Human keypoint data:
###
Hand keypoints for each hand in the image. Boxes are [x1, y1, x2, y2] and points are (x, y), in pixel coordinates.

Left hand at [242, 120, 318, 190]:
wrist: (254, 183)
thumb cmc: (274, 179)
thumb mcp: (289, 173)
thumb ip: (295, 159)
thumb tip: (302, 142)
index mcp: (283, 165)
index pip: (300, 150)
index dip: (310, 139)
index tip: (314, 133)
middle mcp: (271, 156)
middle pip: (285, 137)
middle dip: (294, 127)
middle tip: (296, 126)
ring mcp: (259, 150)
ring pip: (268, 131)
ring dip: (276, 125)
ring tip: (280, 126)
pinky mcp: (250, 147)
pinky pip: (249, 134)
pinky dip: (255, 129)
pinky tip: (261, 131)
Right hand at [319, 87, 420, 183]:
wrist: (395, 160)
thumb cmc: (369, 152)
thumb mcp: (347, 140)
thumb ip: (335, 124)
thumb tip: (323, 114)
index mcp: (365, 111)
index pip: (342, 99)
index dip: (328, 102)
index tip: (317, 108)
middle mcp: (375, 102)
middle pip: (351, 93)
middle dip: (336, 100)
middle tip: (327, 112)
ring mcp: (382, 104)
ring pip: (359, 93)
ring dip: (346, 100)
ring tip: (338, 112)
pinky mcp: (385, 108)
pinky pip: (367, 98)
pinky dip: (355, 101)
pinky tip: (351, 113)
###
Activity: Would you output, from the records above, exactly the run of lines that starts at the line containing "thumb cmc: (369, 152)" and ends at the line containing "pinky dip: (355, 101)", and only that run?

Expected output:
thumb cmc: (369, 152)
thumb mcp: (347, 140)
thumb ip: (335, 124)
thumb tip: (323, 114)
index mcp: (365, 111)
index pip: (342, 99)
index dip: (328, 102)
index tip: (317, 108)
middle mcp: (375, 102)
middle pip: (351, 93)
middle dip: (336, 100)
middle tip: (327, 112)
ring mcp: (382, 104)
ring pip: (359, 93)
ring dip: (346, 100)
ring tip: (338, 112)
pinky mcp: (385, 108)
pinky pip: (367, 98)
pinky dip: (355, 101)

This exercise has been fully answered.